[Your goal]:
Copy every line that contains the string "list" from the entries below.

Stored data entries
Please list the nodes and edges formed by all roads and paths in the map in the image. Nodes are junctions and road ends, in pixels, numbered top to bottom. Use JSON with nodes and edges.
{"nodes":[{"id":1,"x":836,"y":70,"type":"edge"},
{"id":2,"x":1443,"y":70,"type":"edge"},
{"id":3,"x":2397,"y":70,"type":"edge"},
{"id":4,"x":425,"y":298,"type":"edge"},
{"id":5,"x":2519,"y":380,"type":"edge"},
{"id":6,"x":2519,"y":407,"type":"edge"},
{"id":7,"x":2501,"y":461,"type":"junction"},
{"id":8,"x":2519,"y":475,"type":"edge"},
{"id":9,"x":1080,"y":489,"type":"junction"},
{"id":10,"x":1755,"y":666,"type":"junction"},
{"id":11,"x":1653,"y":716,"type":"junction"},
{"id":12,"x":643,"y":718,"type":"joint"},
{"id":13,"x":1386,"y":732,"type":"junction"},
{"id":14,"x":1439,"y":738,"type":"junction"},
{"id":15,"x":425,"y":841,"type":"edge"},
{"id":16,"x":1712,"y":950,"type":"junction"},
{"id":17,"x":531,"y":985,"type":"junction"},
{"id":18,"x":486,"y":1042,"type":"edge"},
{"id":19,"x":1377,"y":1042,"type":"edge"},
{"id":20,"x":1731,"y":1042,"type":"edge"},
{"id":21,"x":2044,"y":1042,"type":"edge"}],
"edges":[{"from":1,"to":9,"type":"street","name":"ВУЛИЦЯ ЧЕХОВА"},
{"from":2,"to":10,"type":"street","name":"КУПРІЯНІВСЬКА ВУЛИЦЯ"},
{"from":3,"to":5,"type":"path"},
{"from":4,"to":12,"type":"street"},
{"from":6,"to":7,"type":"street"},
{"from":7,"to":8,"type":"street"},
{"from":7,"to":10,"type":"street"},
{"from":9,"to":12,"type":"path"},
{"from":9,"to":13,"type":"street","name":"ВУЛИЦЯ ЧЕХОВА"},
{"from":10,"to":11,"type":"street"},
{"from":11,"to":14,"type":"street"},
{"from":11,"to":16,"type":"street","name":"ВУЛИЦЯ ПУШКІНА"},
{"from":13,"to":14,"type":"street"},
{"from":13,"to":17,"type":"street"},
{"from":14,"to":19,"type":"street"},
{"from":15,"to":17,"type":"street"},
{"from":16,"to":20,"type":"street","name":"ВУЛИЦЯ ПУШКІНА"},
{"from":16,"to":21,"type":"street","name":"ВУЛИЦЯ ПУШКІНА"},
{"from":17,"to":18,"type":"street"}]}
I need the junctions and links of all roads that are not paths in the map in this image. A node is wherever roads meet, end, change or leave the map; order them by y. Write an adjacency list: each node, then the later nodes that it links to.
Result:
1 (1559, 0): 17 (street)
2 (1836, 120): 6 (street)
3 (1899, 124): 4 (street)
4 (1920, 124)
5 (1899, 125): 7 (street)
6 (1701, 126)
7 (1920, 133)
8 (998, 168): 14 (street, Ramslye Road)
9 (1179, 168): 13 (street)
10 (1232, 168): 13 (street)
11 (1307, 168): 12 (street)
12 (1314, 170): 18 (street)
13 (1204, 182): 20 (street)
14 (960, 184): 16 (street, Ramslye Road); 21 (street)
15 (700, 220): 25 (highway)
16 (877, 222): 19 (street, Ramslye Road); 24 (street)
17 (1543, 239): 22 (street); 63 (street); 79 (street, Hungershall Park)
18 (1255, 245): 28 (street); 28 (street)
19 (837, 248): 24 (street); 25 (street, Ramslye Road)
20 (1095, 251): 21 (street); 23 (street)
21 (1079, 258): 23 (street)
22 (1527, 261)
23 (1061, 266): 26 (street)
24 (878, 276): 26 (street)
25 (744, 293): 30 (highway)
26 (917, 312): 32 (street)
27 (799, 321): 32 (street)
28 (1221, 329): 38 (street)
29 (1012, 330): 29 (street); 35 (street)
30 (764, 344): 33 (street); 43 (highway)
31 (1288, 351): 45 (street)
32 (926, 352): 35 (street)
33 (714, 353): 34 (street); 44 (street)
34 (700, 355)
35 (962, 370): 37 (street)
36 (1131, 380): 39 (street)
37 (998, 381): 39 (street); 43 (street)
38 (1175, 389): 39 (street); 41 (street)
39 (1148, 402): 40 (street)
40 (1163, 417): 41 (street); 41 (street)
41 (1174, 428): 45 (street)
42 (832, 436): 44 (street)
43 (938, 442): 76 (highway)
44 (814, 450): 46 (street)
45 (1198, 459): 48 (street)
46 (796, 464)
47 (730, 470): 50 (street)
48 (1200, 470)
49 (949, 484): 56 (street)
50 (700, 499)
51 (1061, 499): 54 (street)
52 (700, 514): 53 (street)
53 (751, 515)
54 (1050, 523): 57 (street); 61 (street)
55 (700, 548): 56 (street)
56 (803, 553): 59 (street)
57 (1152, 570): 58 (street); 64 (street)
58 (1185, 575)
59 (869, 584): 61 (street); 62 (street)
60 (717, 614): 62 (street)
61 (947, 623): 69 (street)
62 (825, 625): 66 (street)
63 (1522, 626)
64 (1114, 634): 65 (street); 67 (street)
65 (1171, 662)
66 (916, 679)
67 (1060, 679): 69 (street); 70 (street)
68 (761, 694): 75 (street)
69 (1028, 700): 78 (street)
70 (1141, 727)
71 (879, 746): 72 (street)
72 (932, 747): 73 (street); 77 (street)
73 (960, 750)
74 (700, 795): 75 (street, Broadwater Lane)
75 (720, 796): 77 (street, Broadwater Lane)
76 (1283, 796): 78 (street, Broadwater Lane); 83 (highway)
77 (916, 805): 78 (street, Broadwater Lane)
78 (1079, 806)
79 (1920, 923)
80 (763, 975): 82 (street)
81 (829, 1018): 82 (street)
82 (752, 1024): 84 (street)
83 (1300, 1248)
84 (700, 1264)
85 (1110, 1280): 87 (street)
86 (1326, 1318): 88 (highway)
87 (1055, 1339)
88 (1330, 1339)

[Answer to this task]:
Please list the nodes and edges formed by all roads and paths in the map in the image. Nodes are junctions and road ends, in pixels, numbered top to bottom. Use JSON with nodes and edges.
I need the junctions and links of all roads that are not paths in the map in this image. A node is wherever roads meet, end, change or leave the map; order them by y. Write an adjacency list: each node, then the later nodes that it links to.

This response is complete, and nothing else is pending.